Robust Data-driven Prescriptiveness Optimization
Mehran Poursoltani, Erick Delage, Angelos Georghiou
TL;DR
This paper addresses robustly leveraging side information in data-driven prescriptive optimization by introducing the distributionally robust coefficient of prescriptiveness (DRPCR). It casts maximizing prescriptiveness as a convex optimization and solves it with a bisection method that reduces to linear programs under nested CVaR ambiguity, with extensions to generalized nested sets. The authors demonstrate the approach on a contextual shortest-path problem under distribution shift, showing DRPCR yields superior out-of-sample performance and a distinctive regularization effect anchored to the SAA benchmark. The work provides a principled framework for robust prescriptive policies and highlights future directions to improve tractability and applicability across domains.
Abstract
The abundance of data has led to the emergence of a variety of optimization techniques that attempt to leverage available side information to provide more anticipative decisions. The wide range of methods and contexts of application have motivated the design of a universal unitless measure of performance known as the coefficient of prescriptiveness.
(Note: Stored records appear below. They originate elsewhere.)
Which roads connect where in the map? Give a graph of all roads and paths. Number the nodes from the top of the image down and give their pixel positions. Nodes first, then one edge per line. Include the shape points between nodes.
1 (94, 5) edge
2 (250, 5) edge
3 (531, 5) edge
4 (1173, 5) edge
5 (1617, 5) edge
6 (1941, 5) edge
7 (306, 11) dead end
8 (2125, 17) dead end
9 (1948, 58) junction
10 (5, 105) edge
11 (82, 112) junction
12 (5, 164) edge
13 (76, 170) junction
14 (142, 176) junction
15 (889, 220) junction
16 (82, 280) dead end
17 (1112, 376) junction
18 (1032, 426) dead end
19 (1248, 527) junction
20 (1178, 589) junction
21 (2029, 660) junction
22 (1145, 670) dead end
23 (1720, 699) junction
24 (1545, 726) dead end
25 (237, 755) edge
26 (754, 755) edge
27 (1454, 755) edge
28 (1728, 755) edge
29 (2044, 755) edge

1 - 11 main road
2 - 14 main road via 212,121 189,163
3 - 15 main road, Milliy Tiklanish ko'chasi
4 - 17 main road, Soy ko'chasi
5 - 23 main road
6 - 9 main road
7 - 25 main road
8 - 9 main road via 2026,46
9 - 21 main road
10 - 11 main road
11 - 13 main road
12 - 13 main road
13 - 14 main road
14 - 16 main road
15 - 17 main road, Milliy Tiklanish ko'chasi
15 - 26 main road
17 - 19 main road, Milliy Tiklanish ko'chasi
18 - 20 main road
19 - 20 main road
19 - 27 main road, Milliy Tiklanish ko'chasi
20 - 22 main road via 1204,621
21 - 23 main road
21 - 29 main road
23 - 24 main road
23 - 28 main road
This coefficient was designed to quantify both the quality of contextual decisions compared to a reference one and the prescriptive power of side information. To identify policies that maximize the former in a data-driven context, this paper introduces a distributionally robust contextual optimization model where the coefficient of prescriptiveness substitutes for the classical empirical risk minimization objective. We present a bisection algorithm to solve this model, which relies on solving a series of linear programs when the distributional ambiguity set has an appropriate nested form and polyhedral structure. Studying a contextual shortest path problem, we evaluate the robustness of the resulting policies against alternative methods when the out-of-sample dataset is subject to varying amounts of distribution shift.